Stored data entries
↓↓↓

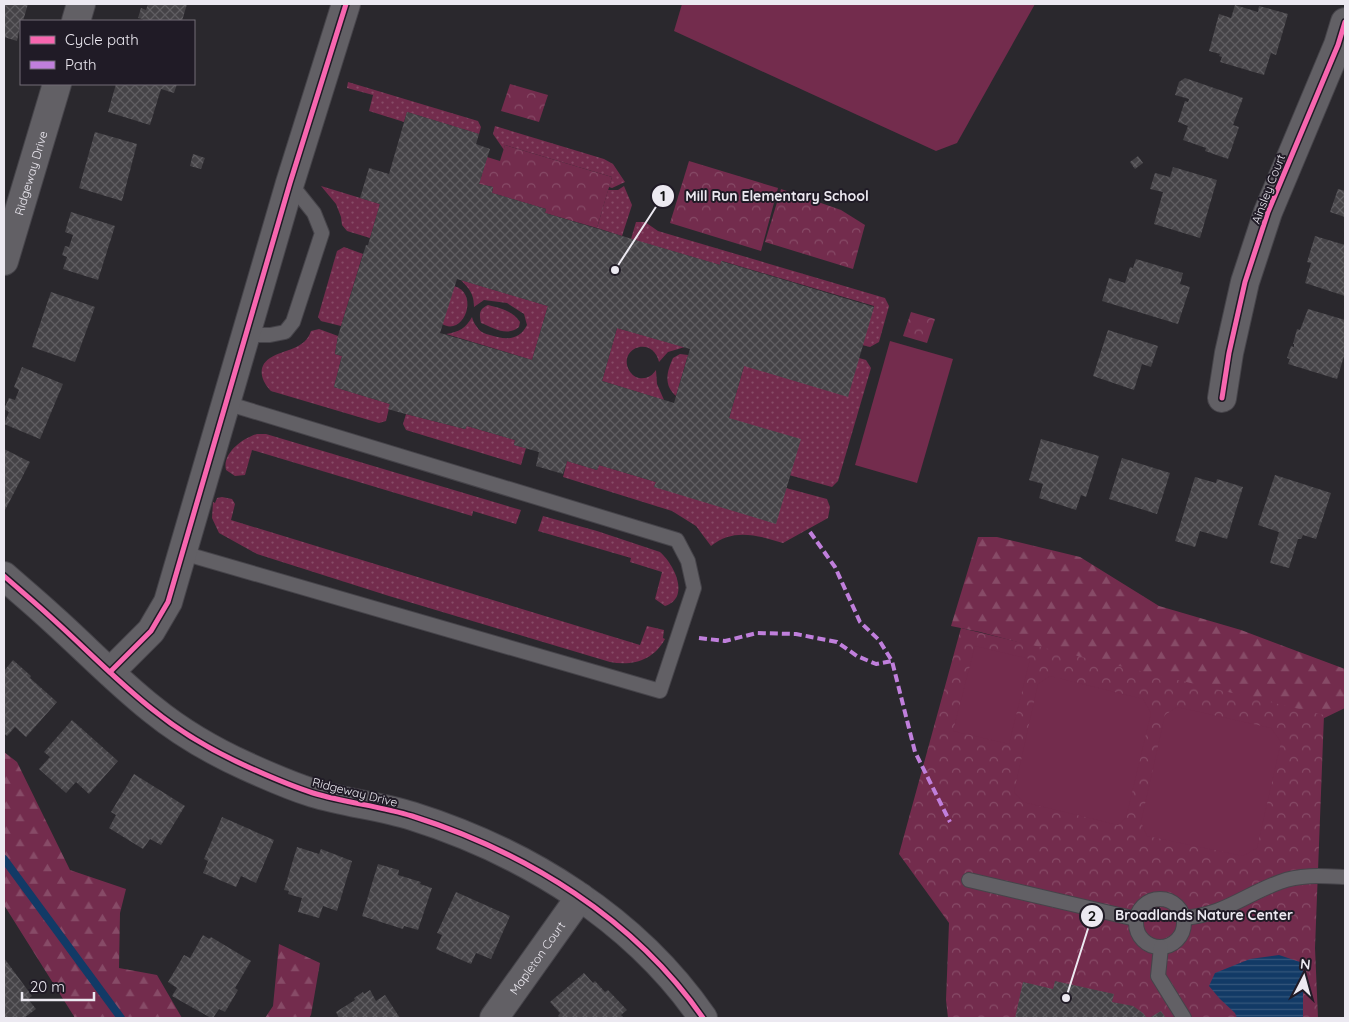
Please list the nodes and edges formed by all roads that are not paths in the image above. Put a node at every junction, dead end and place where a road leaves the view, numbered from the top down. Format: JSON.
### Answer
{"nodes":[{"id":1,"x":81,"y":4,"type":"edge"},
{"id":2,"x":346,"y":4,"type":"edge"},
{"id":3,"x":76,"y":20,"type":"edge"},
{"id":4,"x":1345,"y":22,"type":"edge"},
{"id":5,"x":57,"y":85,"type":"edge"},
{"id":6,"x":290,"y":183,"type":"junction"},
{"id":7,"x":4,"y":261,"type":"edge"},
{"id":8,"x":246,"y":335,"type":"junction"},
{"id":9,"x":1222,"y":398,"type":"dead end"},
{"id":10,"x":226,"y":403,"type":"junction"},
{"id":11,"x":183,"y":553,"type":"junction"},
{"id":12,"x":4,"y":576,"type":"edge"},
{"id":13,"x":110,"y":672,"type":"junction"},
{"id":14,"x":1345,"y":876,"type":"edge"},
{"id":15,"x":969,"y":880,"type":"dead end"},
{"id":16,"x":580,"y":897,"type":"junction"},
{"id":17,"x":1183,"y":918,"type":"junction"},
{"id":18,"x":1136,"y":919,"type":"junction"},
{"id":19,"x":1161,"y":947,"type":"junction"},
{"id":20,"x":494,"y":1018,"type":"edge"},
{"id":21,"x":703,"y":1018,"type":"edge"},
{"id":22,"x":1184,"y":1018,"type":"edge"}],
"edges":[{"from":1,"to":3,"type":"street"},
{"from":2,"to":6,"type":"street"},
{"from":4,"to":9,"type":"street","name":"Ainsley Court"},
{"from":5,"to":7,"type":"street","name":"Ridgeway Drive"},
{"from":6,"to":8,"type":"street"},
{"from":6,"to":8,"type":"lane"},
{"from":8,"to":10,"type":"street"},
{"from":10,"to":11,"type":"street"},
{"from":10,"to":11,"type":"lane"},
{"from":11,"to":13,"type":"street"},
{"from":12,"to":13,"type":"street","name":"Ridgeway Drive"},
{"from":13,"to":16,"type":"street","name":"Ridgeway Drive"},
{"from":14,"to":17,"type":"lane"},
{"from":15,"to":18,"type":"lane"},
{"from":16,"to":20,"type":"street","name":"Mapleton Court"},
{"from":16,"to":21,"type":"street","name":"Ridgeway Drive"},
{"from":17,"to":18,"type":"lane"},
{"from":17,"to":19,"type":"lane"},
{"from":18,"to":19,"type":"lane"},
{"from":19,"to":22,"type":"lane"}]}
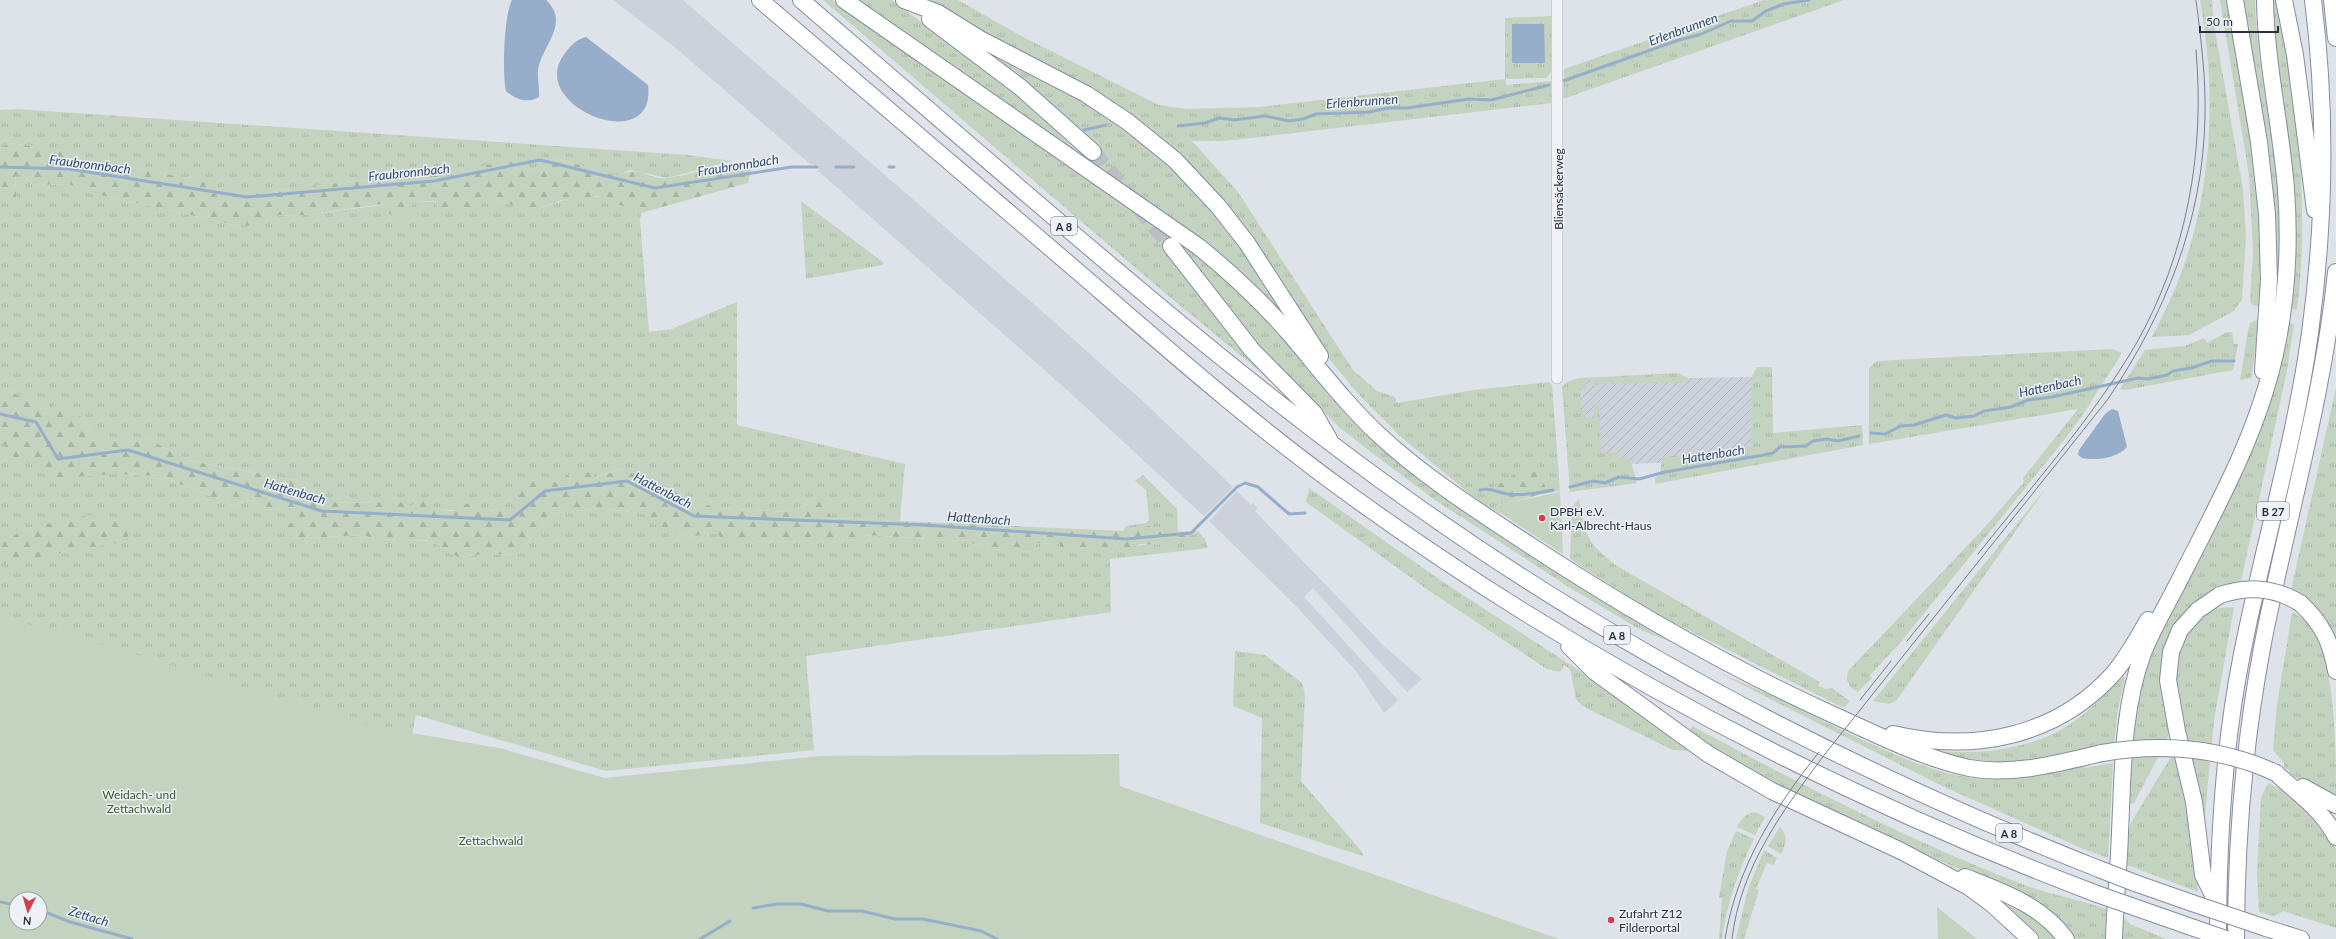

↑↑↑

Give the data again word for word, without pictures.

Please list the nodes and edges formed by all roads that are not paths in the image above. Put a node at every junction, dead end and place where a road leaves the view, numbered from the top down. Format: JSON.
### Answer
{"nodes":[{"id":1,"x":81,"y":4,"type":"edge"},
{"id":2,"x":346,"y":4,"type":"edge"},
{"id":3,"x":76,"y":20,"type":"edge"},
{"id":4,"x":1345,"y":22,"type":"edge"},
{"id":5,"x":57,"y":85,"type":"edge"},
{"id":6,"x":290,"y":183,"type":"junction"},
{"id":7,"x":4,"y":261,"type":"edge"},
{"id":8,"x":246,"y":335,"type":"junction"},
{"id":9,"x":1222,"y":398,"type":"dead end"},
{"id":10,"x":226,"y":403,"type":"junction"},
{"id":11,"x":183,"y":553,"type":"junction"},
{"id":12,"x":4,"y":576,"type":"edge"},
{"id":13,"x":110,"y":672,"type":"junction"},
{"id":14,"x":1345,"y":876,"type":"edge"},
{"id":15,"x":969,"y":880,"type":"dead end"},
{"id":16,"x":580,"y":897,"type":"junction"},
{"id":17,"x":1183,"y":918,"type":"junction"},
{"id":18,"x":1136,"y":919,"type":"junction"},
{"id":19,"x":1161,"y":947,"type":"junction"},
{"id":20,"x":494,"y":1018,"type":"edge"},
{"id":21,"x":703,"y":1018,"type":"edge"},
{"id":22,"x":1184,"y":1018,"type":"edge"}],
"edges":[{"from":1,"to":3,"type":"street"},
{"from":2,"to":6,"type":"street"},
{"from":4,"to":9,"type":"street","name":"Ainsley Court"},
{"from":5,"to":7,"type":"street","name":"Ridgeway Drive"},
{"from":6,"to":8,"type":"street"},
{"from":6,"to":8,"type":"lane"},
{"from":8,"to":10,"type":"street"},
{"from":10,"to":11,"type":"street"},
{"from":10,"to":11,"type":"lane"},
{"from":11,"to":13,"type":"street"},
{"from":12,"to":13,"type":"street","name":"Ridgeway Drive"},
{"from":13,"to":16,"type":"street","name":"Ridgeway Drive"},
{"from":14,"to":17,"type":"lane"},
{"from":15,"to":18,"type":"lane"},
{"from":16,"to":20,"type":"street","name":"Mapleton Court"},
{"from":16,"to":21,"type":"street","name":"Ridgeway Drive"},
{"from":17,"to":18,"type":"lane"},
{"from":17,"to":19,"type":"lane"},
{"from":18,"to":19,"type":"lane"},
{"from":19,"to":22,"type":"lane"}]}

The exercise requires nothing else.